What the exercise asks: Start to finish, print the data below exactly, without the images.

Data section:

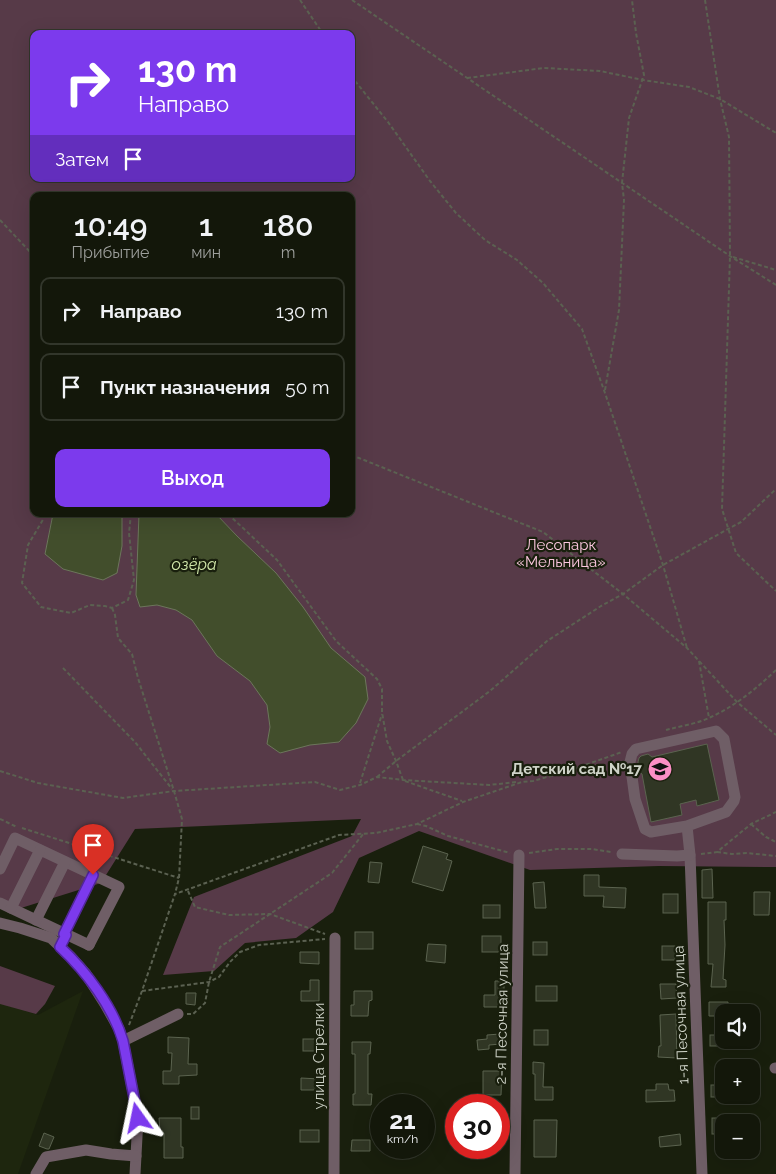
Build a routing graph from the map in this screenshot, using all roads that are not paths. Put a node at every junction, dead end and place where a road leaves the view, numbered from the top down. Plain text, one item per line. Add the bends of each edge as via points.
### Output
1 (687, 826) junction
2 (40, 850) junction
3 (622, 854) road end
4 (519, 855) road end
5 (690, 855) junction
6 (66, 862) junction
7 (0, 869) edge
8 (93, 875) junction
9 (0, 903) edge
10 (11, 908) junction
11 (36, 920) junction
12 (0, 923) edge
13 (65, 934) junction
14 (335, 938) road end
15 (60, 947) junction
16 (178, 1014) road end
17 (123, 1041) junction
18 (136, 1156) junction
19 (36, 1174) edge
20 (135, 1174) edge
21 (334, 1174) edge
22 (516, 1174) edge
23 (702, 1174) edge

1 - 1 street via 651,832 645,829 635,799 630,762 632,754 636,749 716,731 724,739 734,801 726,812
1 - 5 street, 1-я Песочная улица
2 - 6 street
2 - 7 street via 15,838
2 - 10 street
3 - 5 street
4 - 22 street, 2-я Песочная улица
5 - 23 street, 1-я Песочная улица
6 - 8 street
6 - 11 street
8 - 13 street
8 - 13 street via 119,887 89,945
9 - 10 street
10 - 11 street
11 - 13 street
12 - 15 street via 51,938
13 - 15 street
14 - 21 street, улица Стрелки
15 - 17 street via 86,974
16 - 17 street
17 - 18 street via 138,1118
18 - 19 street via 86,1150 46,1157
18 - 20 street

Your response:
Build a routing graph from the map in this screenshot, using all roads that are not paths. Put a node at every junction, dead end and place where a road leaves the view, numbered from the top down. Plain text, one item per line. Add the bends of each edge as via points.
### Output
1 (687, 826) junction
2 (40, 850) junction
3 (622, 854) road end
4 (519, 855) road end
5 (690, 855) junction
6 (66, 862) junction
7 (0, 869) edge
8 (93, 875) junction
9 (0, 903) edge
10 (11, 908) junction
11 (36, 920) junction
12 (0, 923) edge
13 (65, 934) junction
14 (335, 938) road end
15 (60, 947) junction
16 (178, 1014) road end
17 (123, 1041) junction
18 (136, 1156) junction
19 (36, 1174) edge
20 (135, 1174) edge
21 (334, 1174) edge
22 (516, 1174) edge
23 (702, 1174) edge

1 - 1 street via 651,832 645,829 635,799 630,762 632,754 636,749 716,731 724,739 734,801 726,812
1 - 5 street, 1-я Песочная улица
2 - 6 street
2 - 7 street via 15,838
2 - 10 street
3 - 5 street
4 - 22 street, 2-я Песочная улица
5 - 23 street, 1-я Песочная улица
6 - 8 street
6 - 11 street
8 - 13 street
8 - 13 street via 119,887 89,945
9 - 10 street
10 - 11 street
11 - 13 street
12 - 15 street via 51,938
13 - 15 street
14 - 21 street, улица Стрелки
15 - 17 street via 86,974
16 - 17 street
17 - 18 street via 138,1118
18 - 19 street via 86,1150 46,1157
18 - 20 street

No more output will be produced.